### TASK TO CARRY OUT
Using the entries that follow, state how many lines contain "order", with no other words.

### EXCERPTED DATA
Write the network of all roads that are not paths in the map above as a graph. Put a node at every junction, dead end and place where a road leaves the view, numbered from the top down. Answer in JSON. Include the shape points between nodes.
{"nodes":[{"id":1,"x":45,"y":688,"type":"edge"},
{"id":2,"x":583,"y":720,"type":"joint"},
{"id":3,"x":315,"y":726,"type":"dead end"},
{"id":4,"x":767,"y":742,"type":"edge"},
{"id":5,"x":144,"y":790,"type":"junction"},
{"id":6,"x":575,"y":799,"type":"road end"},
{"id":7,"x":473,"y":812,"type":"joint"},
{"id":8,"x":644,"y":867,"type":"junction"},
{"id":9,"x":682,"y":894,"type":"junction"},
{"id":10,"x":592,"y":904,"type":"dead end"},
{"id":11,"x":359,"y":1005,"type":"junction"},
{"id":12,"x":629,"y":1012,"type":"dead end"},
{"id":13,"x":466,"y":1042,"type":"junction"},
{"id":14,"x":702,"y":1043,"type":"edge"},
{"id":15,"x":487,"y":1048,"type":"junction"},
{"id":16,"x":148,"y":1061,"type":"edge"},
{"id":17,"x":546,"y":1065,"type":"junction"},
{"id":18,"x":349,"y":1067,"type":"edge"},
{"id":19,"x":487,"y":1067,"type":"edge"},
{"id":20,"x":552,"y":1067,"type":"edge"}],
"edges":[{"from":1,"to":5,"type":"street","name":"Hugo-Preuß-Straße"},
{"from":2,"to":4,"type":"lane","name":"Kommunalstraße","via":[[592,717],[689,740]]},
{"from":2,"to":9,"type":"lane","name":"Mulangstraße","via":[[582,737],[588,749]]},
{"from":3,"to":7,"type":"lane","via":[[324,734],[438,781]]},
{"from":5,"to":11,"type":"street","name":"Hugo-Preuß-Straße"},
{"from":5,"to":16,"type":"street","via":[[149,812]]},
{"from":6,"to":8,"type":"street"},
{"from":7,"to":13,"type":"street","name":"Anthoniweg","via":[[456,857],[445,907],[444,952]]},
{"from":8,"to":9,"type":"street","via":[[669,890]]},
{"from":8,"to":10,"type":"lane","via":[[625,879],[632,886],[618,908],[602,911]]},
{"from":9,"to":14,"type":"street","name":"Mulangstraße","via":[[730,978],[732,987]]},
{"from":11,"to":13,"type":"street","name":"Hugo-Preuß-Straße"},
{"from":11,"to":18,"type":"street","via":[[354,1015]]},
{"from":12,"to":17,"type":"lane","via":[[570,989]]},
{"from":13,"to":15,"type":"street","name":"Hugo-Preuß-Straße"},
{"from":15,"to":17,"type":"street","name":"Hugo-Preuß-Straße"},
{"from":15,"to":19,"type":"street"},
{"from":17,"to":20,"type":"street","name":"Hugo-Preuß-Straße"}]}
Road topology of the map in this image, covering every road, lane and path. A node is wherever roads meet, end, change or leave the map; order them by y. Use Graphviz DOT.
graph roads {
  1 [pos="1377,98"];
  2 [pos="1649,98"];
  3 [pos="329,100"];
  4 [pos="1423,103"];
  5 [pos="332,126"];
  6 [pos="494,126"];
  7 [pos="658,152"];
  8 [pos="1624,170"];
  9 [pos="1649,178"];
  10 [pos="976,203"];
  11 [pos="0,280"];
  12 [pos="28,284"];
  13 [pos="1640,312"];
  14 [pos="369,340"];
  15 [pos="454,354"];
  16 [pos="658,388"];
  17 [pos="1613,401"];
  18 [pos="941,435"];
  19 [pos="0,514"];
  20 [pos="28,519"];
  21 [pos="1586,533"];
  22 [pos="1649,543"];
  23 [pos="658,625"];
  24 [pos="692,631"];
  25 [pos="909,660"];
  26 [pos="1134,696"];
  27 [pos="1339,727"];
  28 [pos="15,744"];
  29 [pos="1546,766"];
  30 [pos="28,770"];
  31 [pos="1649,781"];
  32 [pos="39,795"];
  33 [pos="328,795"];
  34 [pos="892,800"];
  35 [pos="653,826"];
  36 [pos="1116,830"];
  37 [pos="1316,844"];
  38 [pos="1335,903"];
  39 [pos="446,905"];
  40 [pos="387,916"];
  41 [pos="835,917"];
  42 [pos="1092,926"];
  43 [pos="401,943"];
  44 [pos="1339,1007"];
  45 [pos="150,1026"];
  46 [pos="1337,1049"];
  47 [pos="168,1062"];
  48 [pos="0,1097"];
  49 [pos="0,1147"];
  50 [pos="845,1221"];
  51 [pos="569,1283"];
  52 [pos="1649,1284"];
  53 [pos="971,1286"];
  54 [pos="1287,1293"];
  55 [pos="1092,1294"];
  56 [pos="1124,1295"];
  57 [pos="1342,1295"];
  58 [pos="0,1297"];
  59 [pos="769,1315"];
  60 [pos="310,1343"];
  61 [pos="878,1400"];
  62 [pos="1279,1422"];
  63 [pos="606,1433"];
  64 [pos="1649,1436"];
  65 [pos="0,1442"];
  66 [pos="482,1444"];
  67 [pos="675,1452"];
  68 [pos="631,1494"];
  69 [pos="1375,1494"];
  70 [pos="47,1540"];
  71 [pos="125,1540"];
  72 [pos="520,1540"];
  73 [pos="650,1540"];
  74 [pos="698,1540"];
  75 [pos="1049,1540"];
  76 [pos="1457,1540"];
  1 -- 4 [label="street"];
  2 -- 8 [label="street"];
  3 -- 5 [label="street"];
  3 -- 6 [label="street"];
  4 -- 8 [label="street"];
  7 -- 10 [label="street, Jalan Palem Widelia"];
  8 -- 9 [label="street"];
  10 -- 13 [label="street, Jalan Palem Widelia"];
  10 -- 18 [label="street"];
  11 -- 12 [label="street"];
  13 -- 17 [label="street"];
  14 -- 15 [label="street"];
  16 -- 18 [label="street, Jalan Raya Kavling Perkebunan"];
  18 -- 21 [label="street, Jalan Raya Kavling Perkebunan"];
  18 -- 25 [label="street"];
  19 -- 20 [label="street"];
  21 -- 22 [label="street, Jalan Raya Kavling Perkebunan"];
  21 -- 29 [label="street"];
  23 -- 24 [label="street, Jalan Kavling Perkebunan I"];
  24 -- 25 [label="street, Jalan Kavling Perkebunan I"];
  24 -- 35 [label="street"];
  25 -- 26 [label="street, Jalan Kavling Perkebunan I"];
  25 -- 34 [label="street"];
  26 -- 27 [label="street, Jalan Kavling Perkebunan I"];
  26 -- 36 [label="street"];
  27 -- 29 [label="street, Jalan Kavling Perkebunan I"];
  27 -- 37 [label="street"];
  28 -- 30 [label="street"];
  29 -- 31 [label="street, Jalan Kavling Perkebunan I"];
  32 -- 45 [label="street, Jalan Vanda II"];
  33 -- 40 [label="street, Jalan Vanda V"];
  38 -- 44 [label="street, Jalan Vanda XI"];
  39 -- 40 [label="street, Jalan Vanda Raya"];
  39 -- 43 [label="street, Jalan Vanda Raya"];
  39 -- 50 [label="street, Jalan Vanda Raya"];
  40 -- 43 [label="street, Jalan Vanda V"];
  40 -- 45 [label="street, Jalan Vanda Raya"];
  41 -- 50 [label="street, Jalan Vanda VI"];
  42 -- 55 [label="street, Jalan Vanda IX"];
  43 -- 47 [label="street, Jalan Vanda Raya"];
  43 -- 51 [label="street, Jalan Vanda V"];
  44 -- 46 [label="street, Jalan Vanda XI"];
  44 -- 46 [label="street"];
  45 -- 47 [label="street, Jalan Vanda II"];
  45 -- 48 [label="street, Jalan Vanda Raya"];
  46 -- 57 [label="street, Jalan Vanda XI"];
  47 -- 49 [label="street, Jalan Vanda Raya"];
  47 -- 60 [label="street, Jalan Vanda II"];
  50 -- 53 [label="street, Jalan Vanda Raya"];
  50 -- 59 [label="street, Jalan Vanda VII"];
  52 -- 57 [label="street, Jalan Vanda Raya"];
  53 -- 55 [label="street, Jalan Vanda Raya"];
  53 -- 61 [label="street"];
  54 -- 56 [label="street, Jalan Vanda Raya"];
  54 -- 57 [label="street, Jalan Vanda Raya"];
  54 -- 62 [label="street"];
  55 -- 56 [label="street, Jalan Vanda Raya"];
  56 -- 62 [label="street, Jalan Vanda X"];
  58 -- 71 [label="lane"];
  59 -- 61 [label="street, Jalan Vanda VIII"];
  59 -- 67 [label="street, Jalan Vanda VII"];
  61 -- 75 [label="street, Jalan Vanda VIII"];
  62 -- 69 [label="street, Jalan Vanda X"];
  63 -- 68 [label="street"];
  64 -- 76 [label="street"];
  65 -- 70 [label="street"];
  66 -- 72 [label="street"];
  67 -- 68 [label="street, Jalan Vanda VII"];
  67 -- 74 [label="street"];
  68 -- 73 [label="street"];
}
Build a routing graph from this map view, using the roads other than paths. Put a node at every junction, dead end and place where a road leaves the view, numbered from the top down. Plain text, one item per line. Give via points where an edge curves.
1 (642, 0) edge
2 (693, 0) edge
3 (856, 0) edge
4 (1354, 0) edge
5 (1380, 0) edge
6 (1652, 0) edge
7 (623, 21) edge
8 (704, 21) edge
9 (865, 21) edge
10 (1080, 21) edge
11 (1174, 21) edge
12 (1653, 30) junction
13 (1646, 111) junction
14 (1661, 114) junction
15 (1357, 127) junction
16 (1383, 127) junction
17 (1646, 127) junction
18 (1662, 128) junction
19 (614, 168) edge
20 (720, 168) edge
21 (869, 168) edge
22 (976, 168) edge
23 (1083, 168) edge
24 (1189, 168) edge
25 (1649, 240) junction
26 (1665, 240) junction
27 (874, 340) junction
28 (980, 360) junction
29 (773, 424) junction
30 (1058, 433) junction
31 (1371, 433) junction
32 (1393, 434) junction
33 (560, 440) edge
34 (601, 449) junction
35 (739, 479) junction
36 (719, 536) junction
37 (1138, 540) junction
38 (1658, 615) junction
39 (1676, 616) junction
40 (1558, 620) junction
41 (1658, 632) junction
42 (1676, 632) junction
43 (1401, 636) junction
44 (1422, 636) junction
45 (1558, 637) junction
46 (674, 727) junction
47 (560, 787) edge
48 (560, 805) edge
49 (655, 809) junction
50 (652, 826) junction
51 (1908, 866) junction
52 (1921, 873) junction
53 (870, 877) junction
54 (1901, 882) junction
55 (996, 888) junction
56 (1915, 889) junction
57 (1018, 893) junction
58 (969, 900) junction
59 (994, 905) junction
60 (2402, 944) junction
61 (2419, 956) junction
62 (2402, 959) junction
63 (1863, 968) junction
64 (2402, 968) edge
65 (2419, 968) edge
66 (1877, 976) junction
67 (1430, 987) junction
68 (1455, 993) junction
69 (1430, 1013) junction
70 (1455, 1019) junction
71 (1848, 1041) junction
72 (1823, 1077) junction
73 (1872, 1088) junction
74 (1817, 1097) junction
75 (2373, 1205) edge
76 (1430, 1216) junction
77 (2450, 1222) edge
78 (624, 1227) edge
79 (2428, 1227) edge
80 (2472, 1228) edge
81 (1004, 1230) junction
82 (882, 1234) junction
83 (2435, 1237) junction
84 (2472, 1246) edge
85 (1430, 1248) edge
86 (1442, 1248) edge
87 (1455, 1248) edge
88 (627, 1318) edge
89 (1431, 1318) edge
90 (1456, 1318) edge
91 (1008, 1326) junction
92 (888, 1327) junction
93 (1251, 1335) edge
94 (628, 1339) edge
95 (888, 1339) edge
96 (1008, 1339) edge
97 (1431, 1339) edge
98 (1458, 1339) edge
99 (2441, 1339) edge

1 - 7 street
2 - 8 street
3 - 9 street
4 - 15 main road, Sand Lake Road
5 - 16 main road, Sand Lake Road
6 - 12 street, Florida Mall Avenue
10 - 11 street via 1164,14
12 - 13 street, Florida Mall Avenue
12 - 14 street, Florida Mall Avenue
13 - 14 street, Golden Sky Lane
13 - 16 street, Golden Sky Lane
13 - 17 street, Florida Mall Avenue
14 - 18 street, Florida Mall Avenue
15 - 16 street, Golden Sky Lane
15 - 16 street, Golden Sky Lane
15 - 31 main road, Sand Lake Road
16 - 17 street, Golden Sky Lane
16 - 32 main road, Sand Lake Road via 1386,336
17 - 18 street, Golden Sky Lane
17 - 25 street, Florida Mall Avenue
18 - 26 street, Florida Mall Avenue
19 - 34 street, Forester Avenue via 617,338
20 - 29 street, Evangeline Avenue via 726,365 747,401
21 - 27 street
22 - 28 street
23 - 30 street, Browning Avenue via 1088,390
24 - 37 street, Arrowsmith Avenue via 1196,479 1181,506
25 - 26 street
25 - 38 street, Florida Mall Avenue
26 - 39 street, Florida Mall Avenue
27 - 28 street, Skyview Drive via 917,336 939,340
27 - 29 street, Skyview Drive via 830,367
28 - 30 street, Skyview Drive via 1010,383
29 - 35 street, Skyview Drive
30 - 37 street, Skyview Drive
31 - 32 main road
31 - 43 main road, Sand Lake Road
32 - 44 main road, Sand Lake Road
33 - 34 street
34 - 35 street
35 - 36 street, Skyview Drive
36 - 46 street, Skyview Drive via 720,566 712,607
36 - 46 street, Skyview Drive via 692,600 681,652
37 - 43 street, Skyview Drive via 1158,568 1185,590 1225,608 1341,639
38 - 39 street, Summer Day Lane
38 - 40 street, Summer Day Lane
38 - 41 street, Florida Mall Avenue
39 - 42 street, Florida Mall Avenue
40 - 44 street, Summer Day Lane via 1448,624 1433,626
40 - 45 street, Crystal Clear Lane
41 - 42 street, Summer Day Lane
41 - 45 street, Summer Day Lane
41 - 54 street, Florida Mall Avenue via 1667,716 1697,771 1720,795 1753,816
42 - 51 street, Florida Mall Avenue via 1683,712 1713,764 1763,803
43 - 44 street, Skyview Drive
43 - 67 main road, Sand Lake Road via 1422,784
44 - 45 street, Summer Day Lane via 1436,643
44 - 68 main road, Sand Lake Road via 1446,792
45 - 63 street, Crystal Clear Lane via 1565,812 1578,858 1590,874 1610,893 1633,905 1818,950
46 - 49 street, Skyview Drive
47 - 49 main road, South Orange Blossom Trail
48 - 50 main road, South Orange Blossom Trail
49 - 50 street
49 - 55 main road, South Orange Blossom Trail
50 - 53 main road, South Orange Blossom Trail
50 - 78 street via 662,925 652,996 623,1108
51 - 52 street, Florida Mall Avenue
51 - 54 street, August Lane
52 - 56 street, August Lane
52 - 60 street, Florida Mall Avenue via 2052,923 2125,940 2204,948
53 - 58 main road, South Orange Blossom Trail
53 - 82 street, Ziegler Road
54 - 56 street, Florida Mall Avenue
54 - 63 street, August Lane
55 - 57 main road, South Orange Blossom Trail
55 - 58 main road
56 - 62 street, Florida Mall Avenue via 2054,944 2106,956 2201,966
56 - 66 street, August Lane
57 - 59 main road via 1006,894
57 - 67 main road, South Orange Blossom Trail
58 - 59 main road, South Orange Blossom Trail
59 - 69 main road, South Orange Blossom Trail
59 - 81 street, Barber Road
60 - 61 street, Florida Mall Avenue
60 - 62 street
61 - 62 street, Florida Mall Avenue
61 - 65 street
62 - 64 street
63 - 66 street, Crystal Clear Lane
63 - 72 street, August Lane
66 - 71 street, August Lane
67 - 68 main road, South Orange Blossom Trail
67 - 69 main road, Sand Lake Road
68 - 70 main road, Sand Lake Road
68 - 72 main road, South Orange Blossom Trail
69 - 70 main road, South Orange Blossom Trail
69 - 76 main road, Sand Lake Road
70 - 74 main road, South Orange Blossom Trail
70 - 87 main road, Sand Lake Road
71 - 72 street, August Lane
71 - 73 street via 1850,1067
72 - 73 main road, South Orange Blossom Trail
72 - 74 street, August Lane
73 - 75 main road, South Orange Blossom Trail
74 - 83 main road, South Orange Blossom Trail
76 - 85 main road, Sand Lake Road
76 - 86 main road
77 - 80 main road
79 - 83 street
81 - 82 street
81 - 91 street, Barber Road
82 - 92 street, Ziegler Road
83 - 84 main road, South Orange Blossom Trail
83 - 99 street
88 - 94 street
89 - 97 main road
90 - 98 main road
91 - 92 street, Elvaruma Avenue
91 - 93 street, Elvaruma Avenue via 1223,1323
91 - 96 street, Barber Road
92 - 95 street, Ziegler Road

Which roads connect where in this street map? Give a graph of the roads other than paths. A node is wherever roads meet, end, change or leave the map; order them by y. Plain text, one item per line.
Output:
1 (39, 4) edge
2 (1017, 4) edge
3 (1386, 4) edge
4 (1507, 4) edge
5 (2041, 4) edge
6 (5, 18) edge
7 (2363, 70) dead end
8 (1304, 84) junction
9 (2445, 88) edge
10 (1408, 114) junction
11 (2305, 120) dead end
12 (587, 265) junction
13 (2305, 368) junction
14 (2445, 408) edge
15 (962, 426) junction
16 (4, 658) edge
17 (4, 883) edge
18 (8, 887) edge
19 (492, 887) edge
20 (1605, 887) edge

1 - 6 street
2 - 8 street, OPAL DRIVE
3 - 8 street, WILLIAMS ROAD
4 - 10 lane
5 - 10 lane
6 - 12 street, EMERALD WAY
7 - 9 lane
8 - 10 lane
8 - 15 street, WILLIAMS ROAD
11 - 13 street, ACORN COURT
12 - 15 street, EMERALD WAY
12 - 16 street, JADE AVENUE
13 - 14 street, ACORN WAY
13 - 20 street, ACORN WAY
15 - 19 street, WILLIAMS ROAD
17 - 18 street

### EXERCISE RESPONSE
2